REQUIREMENT » Search the listing below for the word "bottom" and return each line that contains it.

[Start of Attachment]

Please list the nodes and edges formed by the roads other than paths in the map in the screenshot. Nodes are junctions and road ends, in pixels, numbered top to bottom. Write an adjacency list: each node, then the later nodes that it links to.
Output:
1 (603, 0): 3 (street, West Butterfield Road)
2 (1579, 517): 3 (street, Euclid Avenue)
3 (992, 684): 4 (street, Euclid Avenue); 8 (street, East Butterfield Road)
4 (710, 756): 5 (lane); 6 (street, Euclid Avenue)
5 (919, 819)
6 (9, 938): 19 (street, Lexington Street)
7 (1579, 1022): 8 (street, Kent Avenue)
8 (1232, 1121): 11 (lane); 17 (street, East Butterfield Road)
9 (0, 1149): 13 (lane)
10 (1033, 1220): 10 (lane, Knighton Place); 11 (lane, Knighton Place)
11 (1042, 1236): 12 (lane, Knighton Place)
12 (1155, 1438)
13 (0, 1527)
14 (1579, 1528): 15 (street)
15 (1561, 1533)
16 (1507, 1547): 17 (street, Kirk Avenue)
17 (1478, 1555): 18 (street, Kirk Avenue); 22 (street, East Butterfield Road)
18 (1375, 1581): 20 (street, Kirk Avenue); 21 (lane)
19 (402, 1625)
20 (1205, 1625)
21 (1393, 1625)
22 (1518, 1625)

[End of Attachment]
[Start of Attachment]

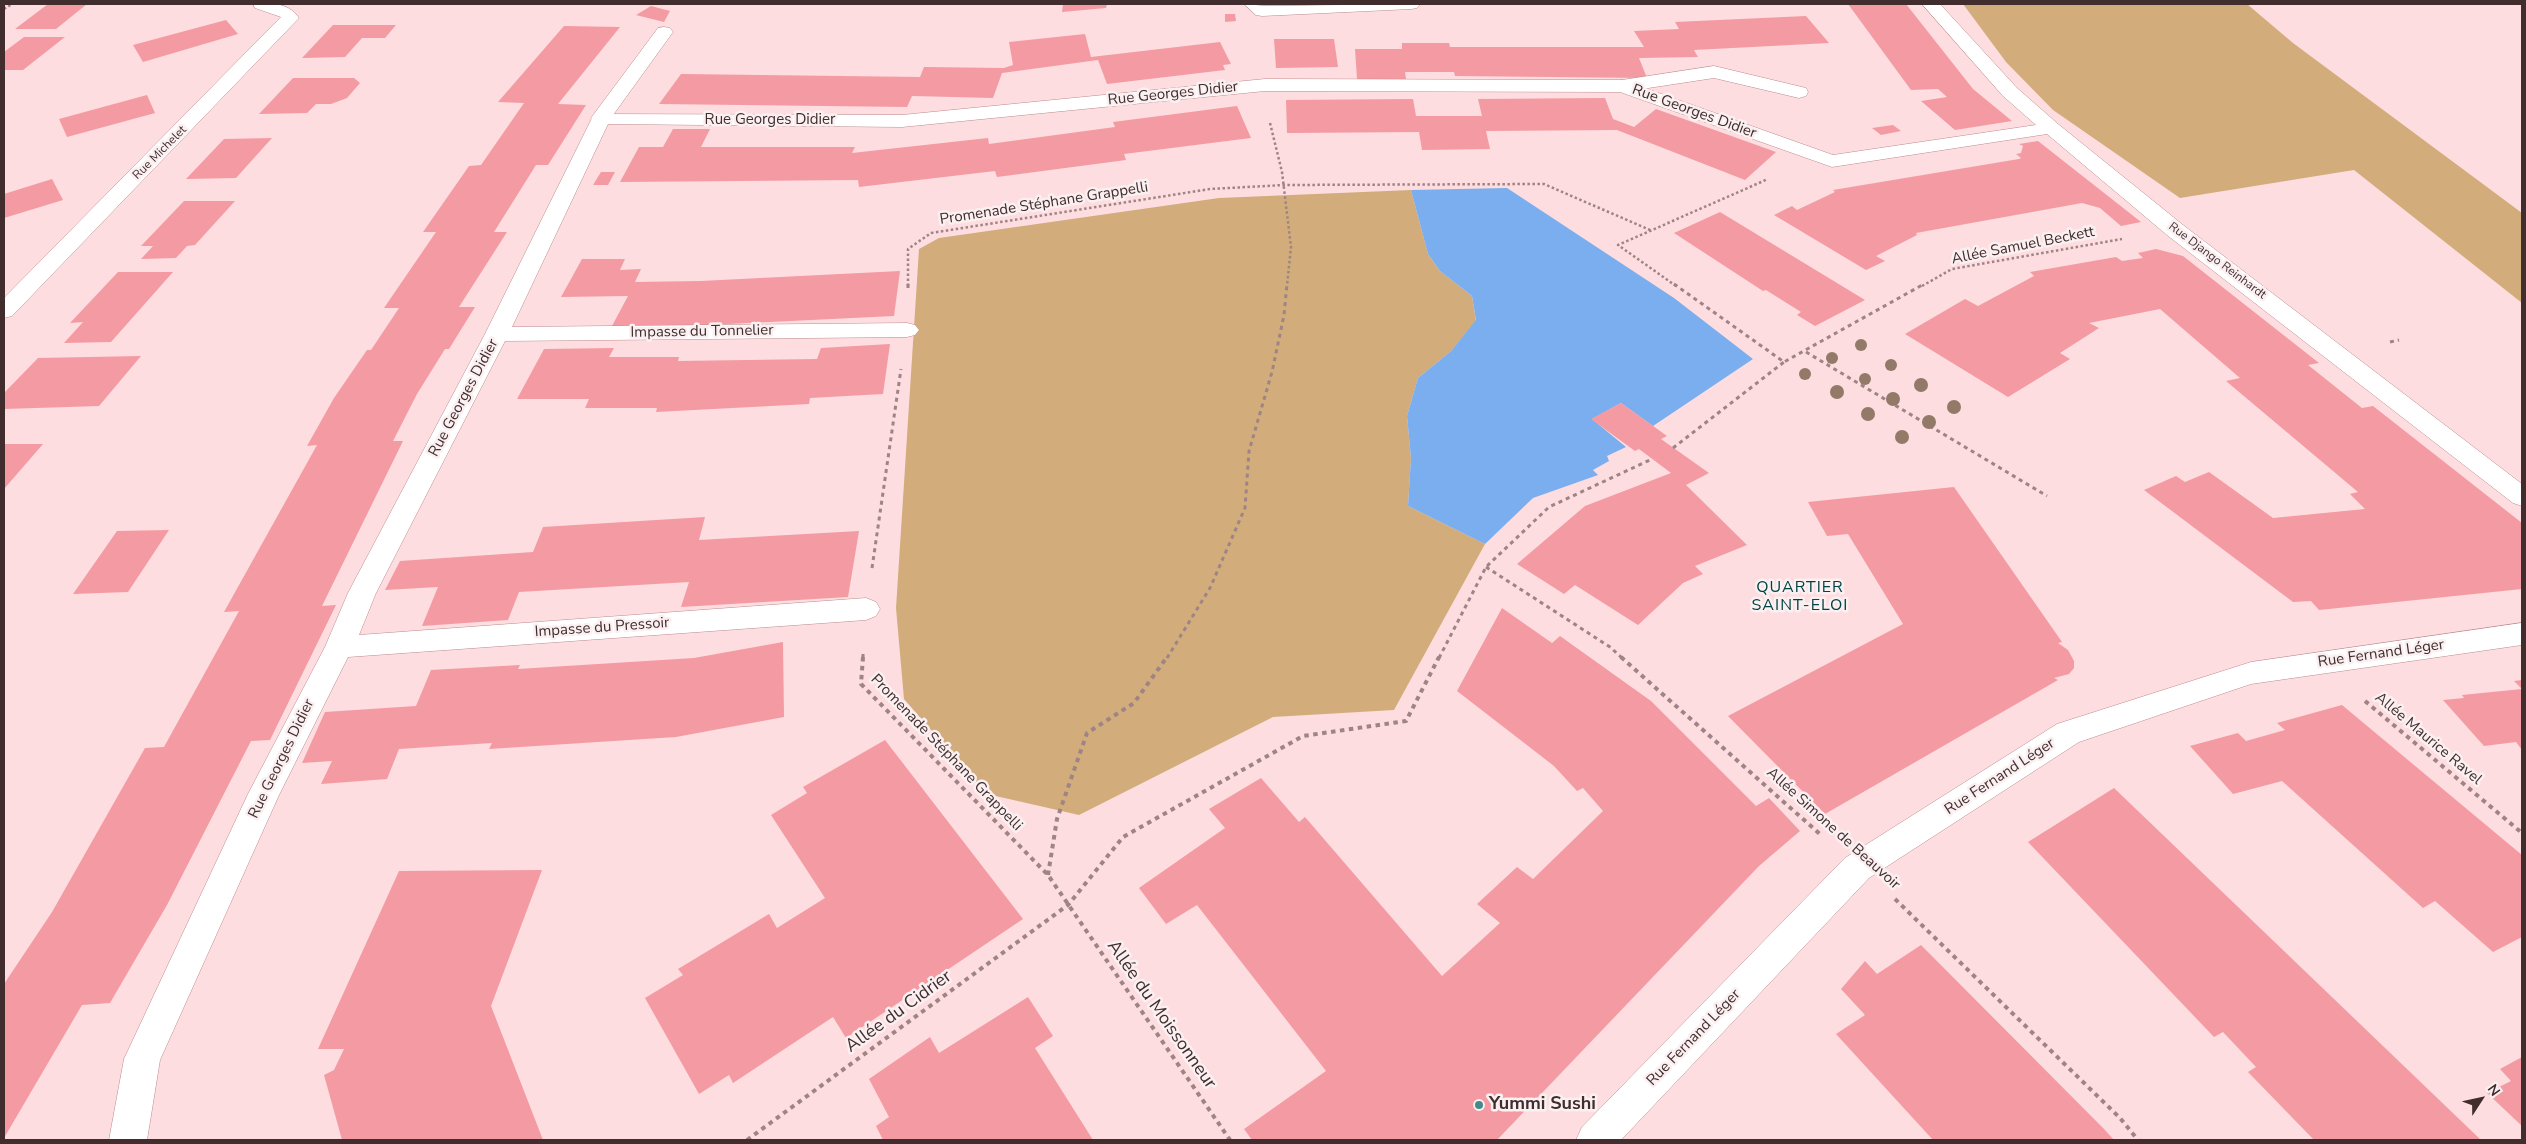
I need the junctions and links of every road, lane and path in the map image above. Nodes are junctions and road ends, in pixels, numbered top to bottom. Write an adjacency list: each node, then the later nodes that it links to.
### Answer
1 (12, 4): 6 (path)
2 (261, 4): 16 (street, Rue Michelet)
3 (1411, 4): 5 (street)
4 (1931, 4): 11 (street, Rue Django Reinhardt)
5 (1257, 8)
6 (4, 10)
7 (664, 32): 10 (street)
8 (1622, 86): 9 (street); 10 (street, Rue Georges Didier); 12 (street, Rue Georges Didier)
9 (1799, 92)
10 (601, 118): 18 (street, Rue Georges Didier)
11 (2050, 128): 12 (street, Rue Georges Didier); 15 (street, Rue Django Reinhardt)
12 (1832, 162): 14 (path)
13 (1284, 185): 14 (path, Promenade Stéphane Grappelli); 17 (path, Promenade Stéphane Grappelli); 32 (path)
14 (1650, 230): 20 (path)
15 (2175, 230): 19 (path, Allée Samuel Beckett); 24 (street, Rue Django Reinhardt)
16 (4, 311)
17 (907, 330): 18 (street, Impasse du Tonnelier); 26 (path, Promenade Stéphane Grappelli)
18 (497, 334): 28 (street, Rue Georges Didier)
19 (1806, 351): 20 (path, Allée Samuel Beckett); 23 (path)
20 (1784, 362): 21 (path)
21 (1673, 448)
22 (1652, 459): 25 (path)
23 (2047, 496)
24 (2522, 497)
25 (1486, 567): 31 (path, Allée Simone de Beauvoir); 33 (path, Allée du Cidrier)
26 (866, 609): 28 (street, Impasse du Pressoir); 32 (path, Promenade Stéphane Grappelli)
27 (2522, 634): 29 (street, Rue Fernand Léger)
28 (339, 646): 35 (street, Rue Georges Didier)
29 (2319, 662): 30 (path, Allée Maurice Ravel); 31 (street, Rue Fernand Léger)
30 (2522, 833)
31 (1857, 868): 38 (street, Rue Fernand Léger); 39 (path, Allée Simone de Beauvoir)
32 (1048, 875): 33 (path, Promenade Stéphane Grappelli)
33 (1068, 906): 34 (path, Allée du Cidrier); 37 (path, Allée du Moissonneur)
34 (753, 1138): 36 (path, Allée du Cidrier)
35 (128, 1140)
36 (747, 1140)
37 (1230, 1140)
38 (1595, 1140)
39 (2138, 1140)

[End of Attachment]

ANSWER SECTION »
Please list the nodes and edges formed by the roads other than paths in the map in the screenshot. Nodes are junctions and road ends, in pixels, numbered top to bottom. Write an adjacency list: each node, then the later nodes that it links to.
I need the junctions and links of every road, lane and path in the map image above. Nodes are junctions and road ends, in pixels, numbered top to bottom. Write an adjacency list: each node, then the later nodes that it links to.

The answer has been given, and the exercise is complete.